Mexico prepares for a post-NAFTA world
Mexico is taking U.S. President Donald Trump’s threats to leave the North American Free Trade Agreement more seriously as a second round of talks opens Friday in Mexico City on renegotiating the 1994 trade pact.
In the aftermath of Trump’s Sunday tweet saying that Mexico and Canada are “both being very difficult, may have to terminate,” Mexico now says it is developing a “Plan B” in case Trump withdraws from the trade pact.
“Is there a possibility we could hit an impasse that we can’t overcome? That cannot be discounted,” Mexico’s Economy Secretary Ildefonso Guajardo told the country’s Senate. “We have to have an alternative plan perfectly prepared. A scenario without NAFTA is something we have to think about.”
Guajardo said key sticking points include U.S. demands to modify NAFTA’s dispute resolution process and tighten labor standards. In comments to Mexico’s Senate, he said that about 15 of the 25 negotiating groups have run into differences after the first round of talks started on Aug. 16 in Washington.
“There are 10 working groups where we are starting to see difficulties … the chapter on labor issues, electronic commerce, franchises,” Guajardo said in comments to Mexico’s Senate this week.
One significant clash is over NAFTA’s method of resolving disputes. The current agreement allows binational panels of private experts to decide differences, making it harder for one nation to unilaterally impose tariffs on another. The United States wants to eliminate those panels, but Canada and Mexico fear that would allow the U.S. to throw its greater weight around.
U.S. negotiators also want to tighten enforcement of labor standards, which are currently covered in a largely toothless NAFTA side agreement. A key draw for foreign assembly plants and investment has been Mexico’s low wages. While average manufacturing wages in China had risen to $3.60 per hour by 2016, Mexico’s had shrunk to $2.10, a level some economists say is artificially low. With many workers unable to afford the vehicles Mexico produces, the country exports about three times as many cars as are purchased domestically. Most of those exports go to the United States.

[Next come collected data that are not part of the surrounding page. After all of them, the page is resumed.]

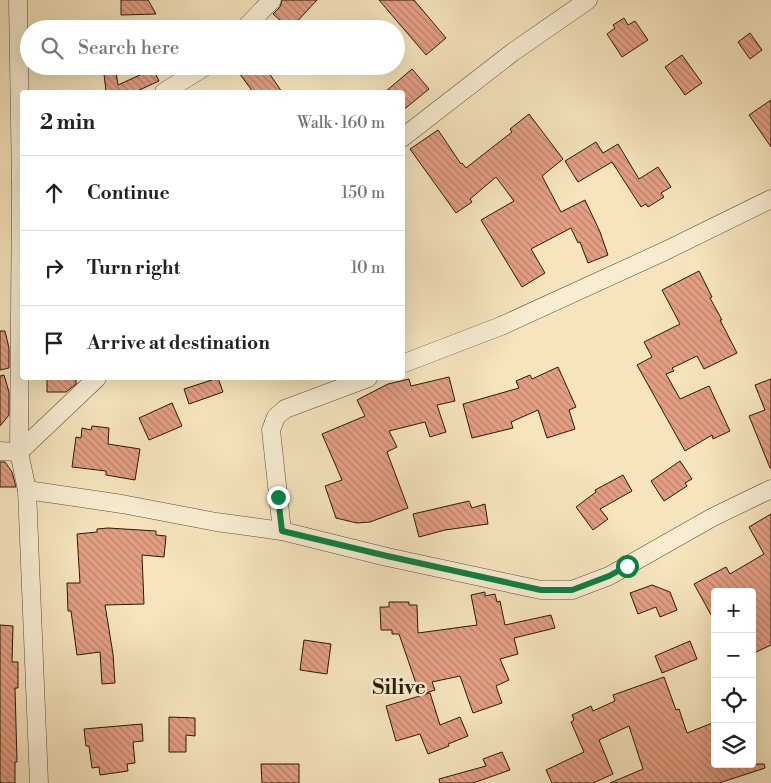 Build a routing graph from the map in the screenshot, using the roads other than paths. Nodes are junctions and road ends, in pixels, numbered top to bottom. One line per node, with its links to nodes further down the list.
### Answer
1 (18, 0): 7 (street)
2 (272, 0): 4 (street)
3 (588, 0): 8 (street)
4 (253, 20)
5 (191, 75): 6 (street)
6 (167, 90)
7 (20, 92)
8 (405, 136)
9 (771, 199): 11 (street)
10 (20, 362): 15 (street)
11 (405, 363)
12 (95, 380): 15 (street)
13 (363, 380): 18 (street)
14 (0, 451): 15 (street)
15 (19, 452): 17 (street)
16 (771, 489): 18 (street)
17 (27, 490): 18 (street); 19 (street)
18 (282, 531)
19 (39, 783)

“The US wishes to codify international labor rights norms — such as the right to collective bargaining and minimum wages — into the NAFTA agreement itself. This could, in theory, limit Mexico’s ability to exploit its lax labor laws, low trade union representation, and lower wages that together give it an export advantage in manufacturing sectors like autos,” according to a report by BMI Research.
The Washington-based Council on Hemispheric Affairs sees that as a good thing, standardizing labor and environmental standards within the three countries while “guaranteeing a common living wage, worker safety and welfare criteria.”
What would happen if the United States doesn’t get what it wants, and pulls out of NAFTA?
At greatest risk are U.S. products like corn and high fructose corn syrup, while Mexican-made tomatoes and pickup trucks could suffer higher tariffs.
But about half of Mexico-U.S. commerce is unaffected by NAFTA.
On Wednesday, Trump appeared to leave open the possibility of leaving NAFTA and negotiating new accords with Mexico and Canada to replace it.
“We’ve got to change this deal, and hopefully we can renegotiate it, but if we can’t we’ll terminate it and we’ll start all over again with a real deal,” Trump said.
Mexico says it, too, is ready to leave if necessary.
“If the result of the negotiations isn’t beneficial for Mexico, of course, Mexico won’t stay,” Foreign Relations Secretary Luis Videgaray said Wednesday. He also took a swipe at Trump’s use of Twitter to lay out U.S. stands.
“Negotiations aren’t carried out on social media,” Guajardo said.